It is the sound, or music if you will, of water that reawakens in us the first chords of our existence. Whether rain,
river, lake or ocean, we are drawn to that most ancient of songs —aqua. With sea shells to our ears, we dream
ourselves as green turtles and blue whales, Gathering stones and shells along shorelines we are tumbled about
and made smooth in our remembrance of waves, What will our lives have mattered if we destroy the oceans?
Are we not a brother to the walrus, a sister, to the sea horse? –Steve Heitzeg
Aqua (Homage to Jacques Cousteau)
Captain Jacques-Yves Cousteau (1910-1997) was the world’s most prominent explorer of the oceans, which he loved dearly and did everything in his power to protect. American composer Steve Heitzeg paid tribute to Cousteau in a six-minute compositions titled Aqua, which he described as “a set of variations on the opening Ocean Fanfare theme.”
Steve Heitzeg Biography
Emmy Award-winning composer Steve Heitzeg (b. 1959) is known for his music written in celebration of the natural world, with evocative and lyrical scores frequently including naturally-found instruments, such as stones, birch bark wind chimes and sea glass shards. Heitzeg has written more than 100 works, including compositions for orchestra, chorus, chamber ensemble, ballet and PBS films.

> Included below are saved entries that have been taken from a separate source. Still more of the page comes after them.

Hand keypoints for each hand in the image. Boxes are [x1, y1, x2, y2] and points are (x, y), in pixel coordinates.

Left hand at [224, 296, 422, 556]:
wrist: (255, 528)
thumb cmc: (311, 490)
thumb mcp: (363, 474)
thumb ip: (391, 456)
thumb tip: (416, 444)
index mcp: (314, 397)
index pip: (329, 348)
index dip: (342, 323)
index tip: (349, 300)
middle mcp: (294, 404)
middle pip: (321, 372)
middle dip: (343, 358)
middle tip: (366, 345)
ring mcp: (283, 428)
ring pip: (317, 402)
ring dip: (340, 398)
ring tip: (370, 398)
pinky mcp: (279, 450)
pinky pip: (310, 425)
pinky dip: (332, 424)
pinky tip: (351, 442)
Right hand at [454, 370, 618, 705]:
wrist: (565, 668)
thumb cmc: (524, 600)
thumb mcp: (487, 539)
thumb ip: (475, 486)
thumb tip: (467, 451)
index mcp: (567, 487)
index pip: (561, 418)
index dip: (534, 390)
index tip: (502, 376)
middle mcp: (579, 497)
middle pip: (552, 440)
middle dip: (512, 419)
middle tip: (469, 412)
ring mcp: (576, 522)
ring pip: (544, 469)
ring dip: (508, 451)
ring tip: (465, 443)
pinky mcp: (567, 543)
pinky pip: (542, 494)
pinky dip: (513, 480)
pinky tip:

Named “Composer of the Year” at the 2000 Minnesota Music Awards, Heitzeg has amassed a large body of compositions that address social and environmental issues with vision and compassion in such works as Aqua (Hommage à Jacques-Yves Cousteau), Blessed Are the Peacemakers, Blue Liberty, Elegy on Water, Endangered, Nobel Symphony, Symphony to the Prairie Farm, Voice of the Everglades (Epitaph for Marjory Stoneman Douglas) and Wounded Fields.
Two recent works, both funded through a 2005 Archibald Bush Artist Fellowship, include Social Movements, a ballet premiered by James Sewell Ballet in 2008, and Song Without Borders, a four-movement string quartet premiered in 2008 by the Daedalus Quartet at the United Nations’ New York headquarters. Four months later, the work was performed by the Iraqi National Symphony Orchestra String Quartet in Baghdad.
Heitzeg’s music has been commissioned or performed by the Atlanta Symphony, Auckland Philharmonia, Chanticleer, Daedalus Quartet, Dale Warland Singers, Detroit Symphony, James Sewell Ballet, Minnesota Orchestra, members of The Saint Paul Chamber Orchestra, The Philadelphia Orchestra, and VocalEssence, among others. Marin Alsop, Philip Brunelle, William Eddins, JoAnn Falletta, Giancarlo Guerrero, Jahja Ling, Christopher Seaman, Osmo Vänskä and Dale Warland are among the conductors who have led his works.
Heitzeg’s debut recording earthworks: music in honor of nature was released in April 1998. In 2000, he received a regional Emmy for his original score for the public TV documentary Death of the Dream: Farmhouses in the Heartland and in 2004 his Voice of the Everglades was released on CD featuring the Moravian Philharmonic Orchestra. Heitzeg attracted attention with his score for PBS’ A Marriage: Georgia O’Keeffe and Alfred Stieglitz (starring Jane Alexander) in 1991 and for the award-winning children’s video On the Day You Were Born, released by the Minnesota Orchestra in 1996.
The recipient of a 2001 McKnight Fellowship, Heitzeg has also received grants from the American Composers Forum, Meet the Composer, and the Jerome Foundation. In addition to concert and film music, Heitzeg composes ecoscores (intimate works with inventive musical syntax) that seek to honor nature and promote peace. Two of these works, Peace March for Paul and Sheila Wellstone and American Symphony (Unfinished) are in the permanent collection of Minneapolis’ Weisman Art Museum.
Heitzeg received his Ph.D in music composition from the University of Minnesota, studying with Dominick Argento, and completed undergraduate work at Gustavus Adolphus College. Born and raised on a dairy farm in southern Minnesota, Heitzeg now lives in Saint Paul with his wife, daughter and their Weimaraner.